Top Obama Aide: Rand Paul Is The "Most Interesting" Republican

"I think (Rand Paul's message) is a little bit of a warning sign to Democrats in the long run that demographics is not destiny," Dan Pfeiffer says.

Sen. Rand Paul is the most interesting Republican in the country — and the only one with a long-term vision that could threaten Democrats' coalition, a senior White House adviser said Thursday.

Dan Pfeiffer, the top communications adviser to President Obama, argued Paul has a defined vision with a real appeal — if not the organization to take advantage of it — in a sit-down interview with BuzzFeed News in New York.

"The Republican I find most interesting is Rand Paul, and the reason I say that is he is the only Republican who seems to know about what their long-term structural problems are and trying to do something about it," Pfeiffer said.

"I think he's the only person who is sort of honed in on a message that could be appealing to the next generation," he continued, describing the group as one "more burned out on, more skeptical of politics than the previous one before them, more distrustful of establishments, with sort of a libertarian instinct."

Asked whether Democrats inflate Paul's appeal because they think he could never really win on the national level, Pfeiffer conceded that might be the case for some. But he said he has a "a genuine, sincere belief in his message."

Paul has been a sharp critic of President Obama, but has distinguished himself from many Republicans on a several issues long associated with Democrats, and ones particularly important to younger and black voters: He's advocated for significant changes to drug-sentencing laws and police policies and is seen generally as a much more noninterventionist in foreign policy matters.
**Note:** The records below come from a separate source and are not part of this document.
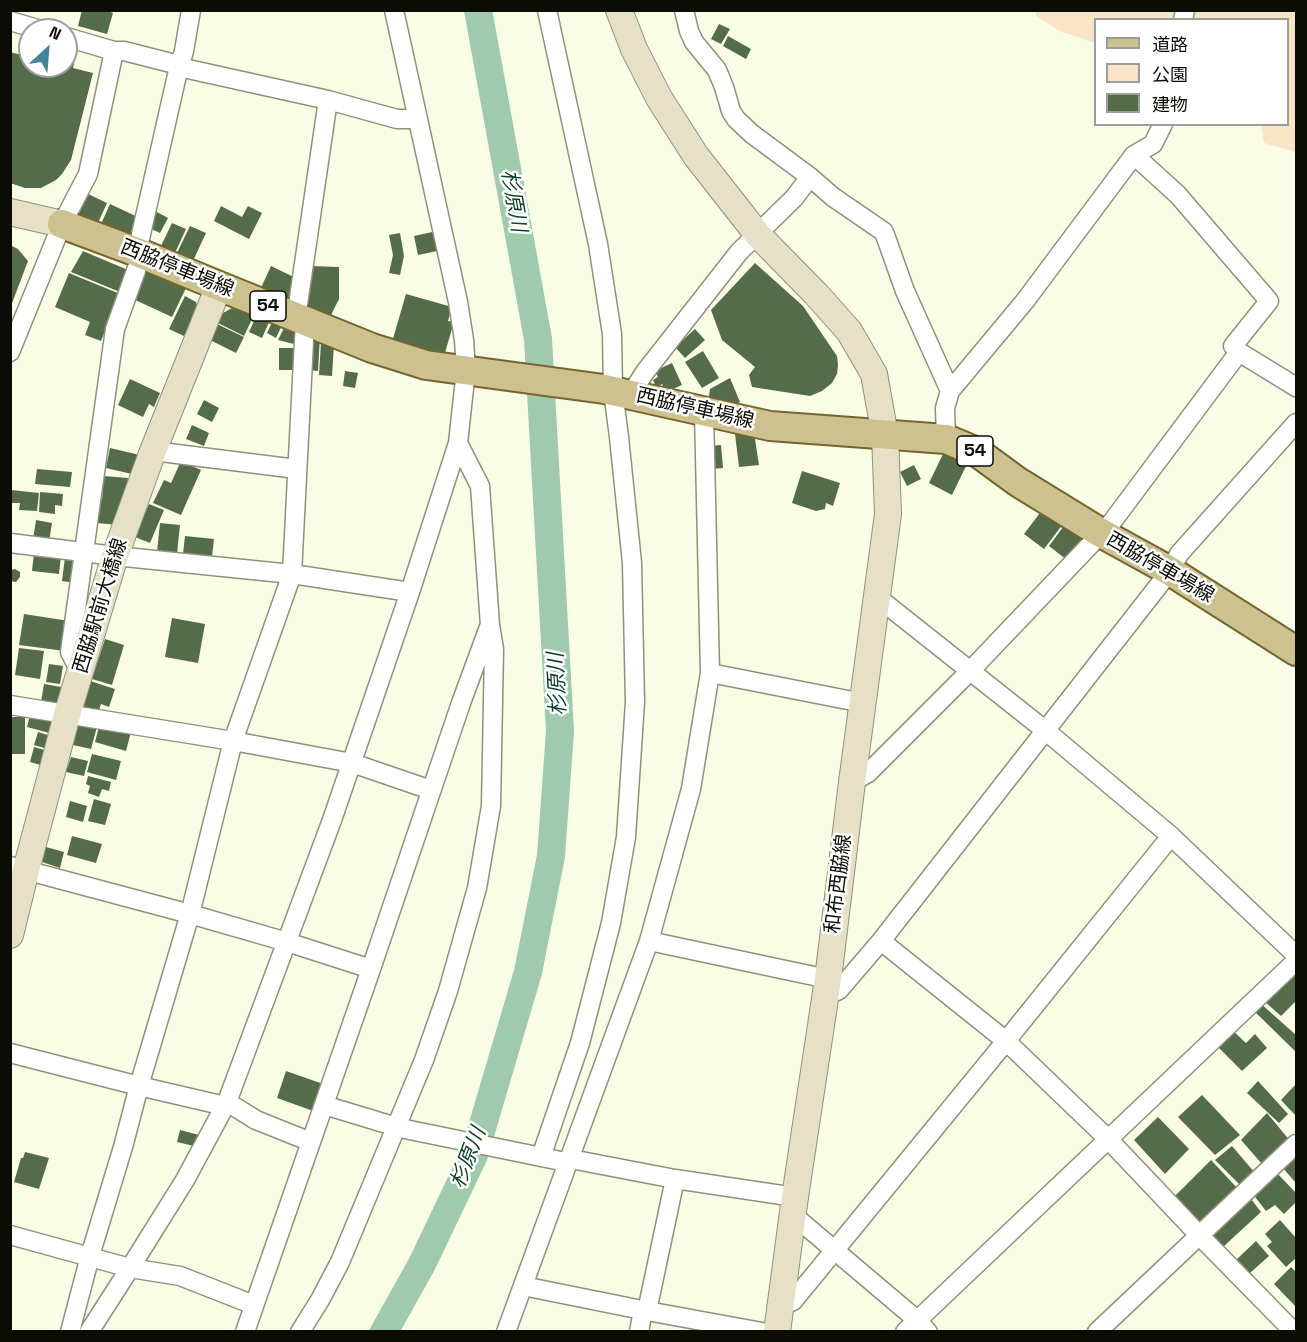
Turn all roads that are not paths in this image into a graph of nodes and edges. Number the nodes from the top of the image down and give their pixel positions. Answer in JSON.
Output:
{"nodes":[{"id":1,"x":190,"y":10,"type":"edge"},
{"id":2,"x":394,"y":10,"type":"edge"},
{"id":3,"x":547,"y":10,"type":"edge"},
{"id":4,"x":619,"y":10,"type":"edge"},
{"id":5,"x":684,"y":10,"type":"edge"},
{"id":6,"x":78,"y":40,"type":"edge"},
{"id":7,"x":114,"y":51,"type":"junction"},
{"id":8,"x":179,"y":67,"type":"junction"},
{"id":9,"x":328,"y":100,"type":"junction"},
{"id":10,"x":418,"y":119,"type":"junction"},
{"id":11,"x":1162,"y":126,"type":"edge"},
{"id":12,"x":1134,"y":155,"type":"junction"},
{"id":13,"x":810,"y":177,"type":"junction"},
{"id":14,"x":10,"y":212,"type":"edge"},
{"id":15,"x":62,"y":224,"type":"junction"},
{"id":16,"x":758,"y":235,"type":"junction"},
{"id":17,"x":140,"y":253,"type":"junction"},
{"id":18,"x":219,"y":286,"type":"junction"},
{"id":19,"x":301,"y":320,"type":"junction"},
{"id":20,"x":10,"y":352,"type":"edge"},
{"id":21,"x":1239,"y":352,"type":"junction"},
{"id":22,"x":472,"y":371,"type":"junction"},
{"id":23,"x":1296,"y":387,"type":"edge"},
{"id":24,"x":950,"y":391,"type":"junction"},
{"id":25,"x":616,"y":392,"type":"junction"},
{"id":26,"x":704,"y":412,"type":"junction"},
{"id":27,"x":1296,"y":423,"type":"edge"},
{"id":28,"x":885,"y":435,"type":"junction"},
{"id":29,"x":946,"y":439,"type":"junction"},
{"id":30,"x":458,"y":443,"type":"junction"},
{"id":31,"x":153,"y":451,"type":"junction"},
{"id":32,"x":297,"y":469,"type":"junction"},
{"id":33,"x":1101,"y":533,"type":"junction"},
{"id":34,"x":10,"y":543,"type":"edge"},
{"id":35,"x":84,"y":552,"type":"junction"},
{"id":36,"x":115,"y":556,"type":"junction"},
{"id":37,"x":1170,"y":571,"type":"junction"},
{"id":38,"x":292,"y":574,"type":"junction"},
{"id":39,"x":410,"y":592,"type":"junction"},
{"id":40,"x":877,"y":597,"type":"junction"},
{"id":41,"x":490,"y":625,"type":"junction"},
{"id":42,"x":1296,"y":651,"type":"edge"},
{"id":43,"x":80,"y":671,"type":"junction"},
{"id":44,"x":970,"y":671,"type":"junction"},
{"id":45,"x":710,"y":673,"type":"junction"},
{"id":46,"x":863,"y":703,"type":"junction"},
{"id":47,"x":10,"y":705,"type":"edge"},
{"id":48,"x":67,"y":715,"type":"junction"},
{"id":49,"x":1046,"y":730,"type":"junction"},
{"id":50,"x":233,"y":741,"type":"junction"},
{"id":51,"x":352,"y":763,"type":"junction"},
{"id":52,"x":852,"y":782,"type":"junction"},
{"id":53,"x":431,"y":790,"type":"junction"},
{"id":54,"x":1171,"y":836,"type":"junction"},
{"id":55,"x":18,"y":868,"type":"edge"},
{"id":56,"x":190,"y":914,"type":"junction"},
{"id":57,"x":10,"y":935,"type":"edge"},
{"id":58,"x":649,"y":940,"type":"junction"},
{"id":59,"x":881,"y":941,"type":"junction"},
{"id":60,"x":287,"y":942,"type":"junction"},
{"id":61,"x":1296,"y":955,"type":"edge"},
{"id":62,"x":1296,"y":961,"type":"edge"},
{"id":63,"x":371,"y":969,"type":"junction"},
{"id":64,"x":826,"y":987,"type":"junction"},
{"id":65,"x":1006,"y":1041,"type":"junction"},
{"id":66,"x":10,"y":1053,"type":"edge"},
{"id":67,"x":139,"y":1086,"type":"junction"},
{"id":68,"x":226,"y":1104,"type":"junction"},
{"id":69,"x":324,"y":1105,"type":"junction"},
{"id":70,"x":398,"y":1127,"type":"junction"},
{"id":71,"x":1108,"y":1139,"type":"junction"},
{"id":72,"x":311,"y":1142,"type":"junction"},
{"id":73,"x":1296,"y":1144,"type":"edge"},
{"id":74,"x":538,"y":1156,"type":"junction"},
{"id":75,"x":568,"y":1160,"type":"junction"},
{"id":76,"x":675,"y":1179,"type":"junction"},
{"id":77,"x":794,"y":1206,"type":"junction"},
{"id":78,"x":10,"y":1235,"type":"edge"},
{"id":79,"x":1199,"y":1235,"type":"junction"},
{"id":80,"x":835,"y":1250,"type":"junction"},
{"id":81,"x":90,"y":1256,"type":"junction"},
{"id":82,"x":130,"y":1268,"type":"junction"},
{"id":83,"x":523,"y":1286,"type":"junction"},
{"id":84,"x":254,"y":1305,"type":"junction"},
{"id":85,"x":781,"y":1306,"type":"junction"},
{"id":86,"x":645,"y":1310,"type":"junction"},
{"id":87,"x":916,"y":1328,"type":"edge"},
{"id":88,"x":1294,"y":1328,"type":"edge"},
{"id":89,"x":70,"y":1332,"type":"edge"},
{"id":90,"x":89,"y":1332,"type":"edge"},
{"id":91,"x":245,"y":1332,"type":"edge"},
{"id":92,"x":300,"y":1332,"type":"edge"},
{"id":93,"x":506,"y":1332,"type":"edge"},
{"id":94,"x":639,"y":1332,"type":"edge"},
{"id":95,"x":762,"y":1332,"type":"edge"},
{"id":96,"x":777,"y":1332,"type":"edge"},
{"id":97,"x":1097,"y":1332,"type":"edge"}],
"edges":[{"from":1,"to":8,"type":"street"},
{"from":2,"to":10,"type":"street"},
{"from":3,"to":25,"type":"street"},
{"from":4,"to":16,"type":"street","name":"和布西脇線"},
{"from":5,"to":13,"type":"street"},
{"from":6,"to":7,"type":"street"},
{"from":7,"to":8,"type":"street"},
{"from":7,"to":15,"type":"street"},
{"from":8,"to":9,"type":"street"},
{"from":8,"to":17,"type":"street"},
{"from":9,"to":10,"type":"street"},
{"from":9,"to":19,"type":"street"},
{"from":10,"to":22,"type":"street"},
{"from":11,"to":12,"type":"street"},
{"from":12,"to":21,"type":"street"},
{"from":12,"to":24,"type":"street"},
{"from":13,"to":16,"type":"street"},
{"from":13,"to":24,"type":"street"},
{"from":14,"to":15,"type":"street"},
{"from":15,"to":17,"type":"main road","name":"西脇停車場線","number":"54"},
{"from":15,"to":20,"type":"street"},
{"from":16,"to":25,"type":"street"},
{"from":16,"to":28,"type":"street","name":"和布西脇線"},
{"from":17,"to":18,"type":"main road","name":"西脇停車場線","number":"54"},
{"from":17,"to":35,"type":"street"},
{"from":18,"to":19,"type":"main road","name":"西脇停車場線","number":"54"},
{"from":18,"to":31,"type":"street","name":"西脇駅前大橋線"},
{"from":19,"to":22,"type":"main road","name":"西脇停車場線","number":"54"},
{"from":19,"to":32,"type":"street"},
{"from":21,"to":23,"type":"street"},
{"from":21,"to":33,"type":"street"},
{"from":22,"to":25,"type":"main road","name":"西脇停車場線","number":"54"},
{"from":22,"to":30,"type":"street"},
{"from":24,"to":29,"type":"street"},
{"from":25,"to":26,"type":"main road","name":"西脇停車場線","number":"54"},
{"from":25,"to":74,"type":"street"},
{"from":26,"to":28,"type":"main road","name":"西脇停車場線","number":"54"},
{"from":26,"to":45,"type":"street"},
{"from":27,"to":37,"type":"street"},
{"from":28,"to":29,"type":"main road","name":"西脇停車場線","number":"54"},
{"from":28,"to":40,"type":"street","name":"和布西脇線"},
{"from":29,"to":33,"type":"main road","name":"西脇停車場線","number":"54"},
{"from":30,"to":39,"type":"street"},
{"from":30,"to":41,"type":"street"},
{"from":31,"to":32,"type":"street"},
{"from":31,"to":36,"type":"street","name":"西脇駅前大橋線"},
{"from":32,"to":38,"type":"street"},
{"from":33,"to":37,"type":"main road","name":"西脇停車場線","number":"54"},
{"from":33,"to":44,"type":"street"},
{"from":34,"to":35,"type":"street"},
{"from":35,"to":36,"type":"street"},
{"from":35,"to":43,"type":"street"},
{"from":36,"to":38,"type":"street"},
{"from":36,"to":43,"type":"street","name":"西脇駅前大橋線"},
{"from":37,"to":42,"type":"main road","name":"西脇停車場線","number":"54"},
{"from":37,"to":49,"type":"street"},
{"from":38,"to":39,"type":"street"},
{"from":38,"to":50,"type":"street"},
{"from":39,"to":51,"type":"street"},
{"from":40,"to":44,"type":"street"},
{"from":40,"to":46,"type":"street","name":"和布西脇線"},
{"from":41,"to":53,"type":"street"},
{"from":41,"to":70,"type":"street"},
{"from":43,"to":48,"type":"street","name":"西脇駅前大橋線"},
{"from":44,"to":49,"type":"street"},
{"from":44,"to":52,"type":"street"},
{"from":45,"to":46,"type":"street"},
{"from":45,"to":58,"type":"street"},
{"from":46,"to":52,"type":"street","name":"和布西脇線"},
{"from":47,"to":48,"type":"street"},
{"from":48,"to":50,"type":"street"},
{"from":48,"to":55,"type":"street","name":"西脇駅前大橋線"},
{"from":49,"to":54,"type":"street"},
{"from":49,"to":59,"type":"street"},
{"from":50,"to":51,"type":"street"},
{"from":50,"to":56,"type":"street"},
{"from":51,"to":53,"type":"street"},
{"from":51,"to":60,"type":"street"},
{"from":52,"to":64,"type":"street","name":"和布西脇線"},
{"from":53,"to":63,"type":"street"},
{"from":54,"to":61,"type":"street"},
{"from":54,"to":65,"type":"street"},
{"from":55,"to":56,"type":"street"},
{"from":55,"to":57,"type":"street","name":"西脇駅前大橋線"},
{"from":56,"to":60,"type":"street"},
{"from":56,"to":67,"type":"street"},
{"from":58,"to":64,"type":"street"},
{"from":58,"to":75,"type":"street"},
{"from":59,"to":64,"type":"street"},
{"from":59,"to":65,"type":"street"},
{"from":60,"to":63,"type":"street"},
{"from":60,"to":68,"type":"street"},
{"from":62,"to":71,"type":"street"},
{"from":63,"to":69,"type":"street"},
{"from":64,"to":77,"type":"street","name":"和布西脇線"},
{"from":65,"to":71,"type":"street"},
{"from":65,"to":80,"type":"street"},
{"from":66,"to":67,"type":"street"},
{"from":67,"to":68,"type":"street"},
{"from":67,"to":81,"type":"street"},
{"from":68,"to":72,"type":"street"},
{"from":68,"to":82,"type":"street"},
{"from":69,"to":70,"type":"street"},
{"from":69,"to":72,"type":"street"},
{"from":70,"to":74,"type":"street"},
{"from":70,"to":92,"type":"street"},
{"from":71,"to":79,"type":"street"},
{"from":71,"to":87,"type":"street"},
{"from":72,"to":84,"type":"street"},
{"from":73,"to":79,"type":"street"},
{"from":74,"to":75,"type":"street"},
{"from":75,"to":76,"type":"street"},
{"from":75,"to":83,"type":"street"},
{"from":76,"to":77,"type":"street"},
{"from":76,"to":86,"type":"street"},
{"from":77,"to":80,"type":"street"},
{"from":77,"to":85,"type":"street","name":"和布西脇線"},
{"from":78,"to":81,"type":"street"},
{"from":79,"to":88,"type":"street"},
{"from":79,"to":97,"type":"street"},
{"from":80,"to":85,"type":"street"},
{"from":80,"to":87,"type":"street"},
{"from":81,"to":82,"type":"street"},
{"from":81,"to":89,"type":"street"},
{"from":82,"to":84,"type":"street"},
{"from":82,"to":90,"type":"street"},
{"from":83,"to":86,"type":"street"},
{"from":83,"to":93,"type":"street"},
{"from":84,"to":91,"type":"street"},
{"from":85,"to":96,"type":"street","name":"和布西脇線"},
{"from":86,"to":94,"type":"street"},
{"from":86,"to":95,"type":"street"}]}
Along with those two policy areas, Paul is probably best known for a libertarian-minded economic policy.

"I think it's a little bit of a warning sign to Democrats in the long run that demographics is not destiny," Pfeiffer said Thursday. "And we actually have to do some things to maintain faith with the next generation."

Pfeiffer argued, though, that despite Paul having "the right message," he does not have the organizational heft, "in sort of the meta-strategical sense, to take advantage of that."

Would he vote for him?

"No, we have a wide disagreement on a whole host of social issues."